PARA ONDE VAI A VIDA, AFINAL?


“Para que serve a Filosofia?” Fala enviesada de um jovem curioso ao me ver preparando uma aula sobre Nietzsche. “Vocês ficam falando um montão de coisas, e, no fim, cada um vai pro seu lado . . .” Havia um tom de desconhecimento misturado a crítica: por que perder tempo com tanta falação? Não me atrevi a estranhar sua indignação. Dentro do possível, tentei um pouco de didática a fim de me defender, mas, acho que não tive grande sucesso. Depois de alguma conversa, sinto que as coisas não mudaram. Certamente, meu jovem interlocutor saiu da mesma forma que chegou: perplexo e inconformado.

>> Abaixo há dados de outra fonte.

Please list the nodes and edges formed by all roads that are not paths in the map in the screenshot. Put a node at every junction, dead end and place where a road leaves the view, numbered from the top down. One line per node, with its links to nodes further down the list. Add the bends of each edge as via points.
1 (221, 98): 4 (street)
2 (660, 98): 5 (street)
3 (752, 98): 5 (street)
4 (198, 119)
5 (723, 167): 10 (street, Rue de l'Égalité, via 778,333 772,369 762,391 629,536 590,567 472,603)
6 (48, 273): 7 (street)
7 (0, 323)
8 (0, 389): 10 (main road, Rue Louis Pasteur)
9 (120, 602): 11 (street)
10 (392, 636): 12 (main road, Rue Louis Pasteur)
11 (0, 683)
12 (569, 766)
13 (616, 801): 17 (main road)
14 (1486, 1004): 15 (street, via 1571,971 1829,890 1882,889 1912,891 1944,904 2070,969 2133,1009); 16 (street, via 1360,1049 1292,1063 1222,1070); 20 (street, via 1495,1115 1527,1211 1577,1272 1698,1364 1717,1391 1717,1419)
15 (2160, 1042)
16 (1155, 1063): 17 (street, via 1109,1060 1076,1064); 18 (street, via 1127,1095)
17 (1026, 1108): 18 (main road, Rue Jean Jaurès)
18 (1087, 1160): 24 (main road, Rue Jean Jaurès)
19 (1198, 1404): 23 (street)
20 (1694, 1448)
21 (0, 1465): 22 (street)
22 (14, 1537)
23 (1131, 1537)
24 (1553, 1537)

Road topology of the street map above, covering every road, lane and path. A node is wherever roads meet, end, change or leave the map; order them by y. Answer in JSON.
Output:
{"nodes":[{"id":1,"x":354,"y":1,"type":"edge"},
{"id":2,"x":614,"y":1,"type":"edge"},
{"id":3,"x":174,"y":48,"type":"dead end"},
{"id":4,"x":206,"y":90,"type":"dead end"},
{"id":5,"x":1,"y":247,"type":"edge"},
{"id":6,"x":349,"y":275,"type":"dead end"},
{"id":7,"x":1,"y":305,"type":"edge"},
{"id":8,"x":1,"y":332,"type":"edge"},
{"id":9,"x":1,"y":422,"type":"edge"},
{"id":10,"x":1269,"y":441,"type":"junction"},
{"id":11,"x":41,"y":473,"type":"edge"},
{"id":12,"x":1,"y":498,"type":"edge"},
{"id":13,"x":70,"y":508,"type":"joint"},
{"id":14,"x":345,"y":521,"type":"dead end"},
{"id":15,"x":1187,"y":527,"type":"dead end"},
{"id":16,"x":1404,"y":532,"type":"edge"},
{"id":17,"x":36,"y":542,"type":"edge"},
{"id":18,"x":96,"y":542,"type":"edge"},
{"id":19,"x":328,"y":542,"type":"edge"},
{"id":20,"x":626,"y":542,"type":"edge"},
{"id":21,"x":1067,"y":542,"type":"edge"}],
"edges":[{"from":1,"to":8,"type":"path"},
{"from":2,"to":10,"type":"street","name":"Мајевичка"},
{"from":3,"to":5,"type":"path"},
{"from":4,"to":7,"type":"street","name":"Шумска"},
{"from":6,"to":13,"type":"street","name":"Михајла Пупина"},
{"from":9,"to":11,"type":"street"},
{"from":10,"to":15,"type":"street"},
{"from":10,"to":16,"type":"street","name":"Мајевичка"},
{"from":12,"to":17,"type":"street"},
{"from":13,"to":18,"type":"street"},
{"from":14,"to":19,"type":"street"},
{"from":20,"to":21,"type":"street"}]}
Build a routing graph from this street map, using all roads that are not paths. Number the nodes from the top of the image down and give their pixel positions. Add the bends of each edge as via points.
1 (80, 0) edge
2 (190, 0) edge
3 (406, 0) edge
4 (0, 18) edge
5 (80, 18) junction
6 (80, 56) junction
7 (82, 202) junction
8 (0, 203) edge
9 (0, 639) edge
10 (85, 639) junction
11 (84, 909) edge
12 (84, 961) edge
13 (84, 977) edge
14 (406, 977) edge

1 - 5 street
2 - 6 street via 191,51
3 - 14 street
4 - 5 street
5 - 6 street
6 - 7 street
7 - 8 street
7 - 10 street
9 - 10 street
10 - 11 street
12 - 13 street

Estava no escritório – porta da sala aberta – escrevendo no meu notebook, quando o jovem que estava na recepção, de aproximadamente quinze anos, não se conformou com meu silêncio e introspecção. Foi entrando e quis saber sobre o que estava escrevendo. Expliquei-lhe que preparava a fala sobre o filósofo das marteladas, que queria poder sensibilizar os alunos para a beleza dos textos de Nietzsche. Falei a ele sobre meu grupo de alunos, todos adultos, os quais estavam começando a gostar do tal pensador. Mas, apesar de meu ânimo, pareceu não se interessar muito sobre tudo o que lhe dizia. Parecia-me, sobretudo, indignado. “Como alguém poderia perder tanto tempo com aquela baboseira?” Tentei explicar que a vida pode nos reservar surpresas, principalmente quando não a encaramos com um pouco de senso crítico. Mas, sua certeza e segurança chegaram a me espantar: “as coisas são o que têm de ser”. Além disso, o fato de se usar o nosso precioso tempo de maneira “improdutiva” parecia-lhe algo meio herético. Perguntei-lhe o que gostaria de fazer após o ensino médio.

“Engenharia”, afirmou-me sem hesitar. Contei, então, que minha primeira profissão tinha sido exatamente a de engenheiro. Talvez nossa conversa tenha sido ferida de morte exatamente neste ponto. “Não acredito! Trocou ciência, tecnologia, produtividade, por ficar discutindo sexo dos anjos?” Ele era muito bem articulado. Na clínica, fazia terapia junguiana. Seguro de si, não perdia oportunidade de despejar seu conhecimento e capacidade de raciocínio. “O senhor deve ter sofrido algum grande trauma a ponto trocar ciências necessárias ao nosso mundo por uma reflexão que, me perdoe, não leva a nada”. Um pouco petulante, era a perfeita expressão do sacerdote da vida produtiva, do mundo do necessário. Para ele, o mundo talvez pertencesse àqueles que pudessem torna-lo cada vez mais rápido, eficiente e luminoso. E eu, ali, era a antítese de tudo isso. Um sujeito que desperdiça tempo criando baboseiras para fazer ainda mais gente fugir da realidade. Quem sabe sua indignação fosse indicativo de que eu deveria ser combatido. Em nome do mundo do progresso, gente como eu tinha de ser banido. Como o mundo poderia dar certo tendo gente que troca a seriedade de uma vida produtiva por um ócio proposital? E, pior, ainda faz discípulos e os tenta leva-los ao vazio com ele? Tentei contemporizar.

“Quem sabe a filosofia não seja uma coadjuvante da ciência? Talvez sejamos fiscais dos cientistas. Afinal, o conhecimento pode ser usado de vários modos. Possivelmente, nós sejamos aqueles que defendem a ciência e o humano de desvios, de autoritarismos, de exclusões . . .” E consegui, ali, um pouco de sua reflexão. Mas, durou pouco. Ele era muito incisivo e parecia nunca duvidar de suas razões. Após rápida tomada de fôlego intelectual, disse-me, absolutamente confiante, que “o mundo é que decide o que é certo ou errado; o que não der certo será descartado”. Para ele, “não há por que parar: a vida é muito valiosa para a gente perder tempo com bobagens”.

Pensei que, justamente naquela noite, falaria aos meus alunos sobre a valorização que Nietzsche dava à vida. Pensei em que pensara no humano como “animal de rebanho”, como ser ressentido, como quem vive sempre voltado para um mundo idealizado, distante daquele onde nossos instintos e nossa potência vital possam se realizar de fato. Até cheguei a me questionar sobre qual de nós dois – eu ou o rapaz – estaria, de fato, em busca de uma vida realmente mais feliz e plena.

Ao sair da sala, observou a capa de um livro que estava na estante, onde se via um esboço de um veleiro. E, voltando-se para mim, despediu-se com uma observação douta e, mais uma vez, completamente segura. “Temos de ver para onde o vento sopra. Se não, vamos seguir sempre para o lado errado”.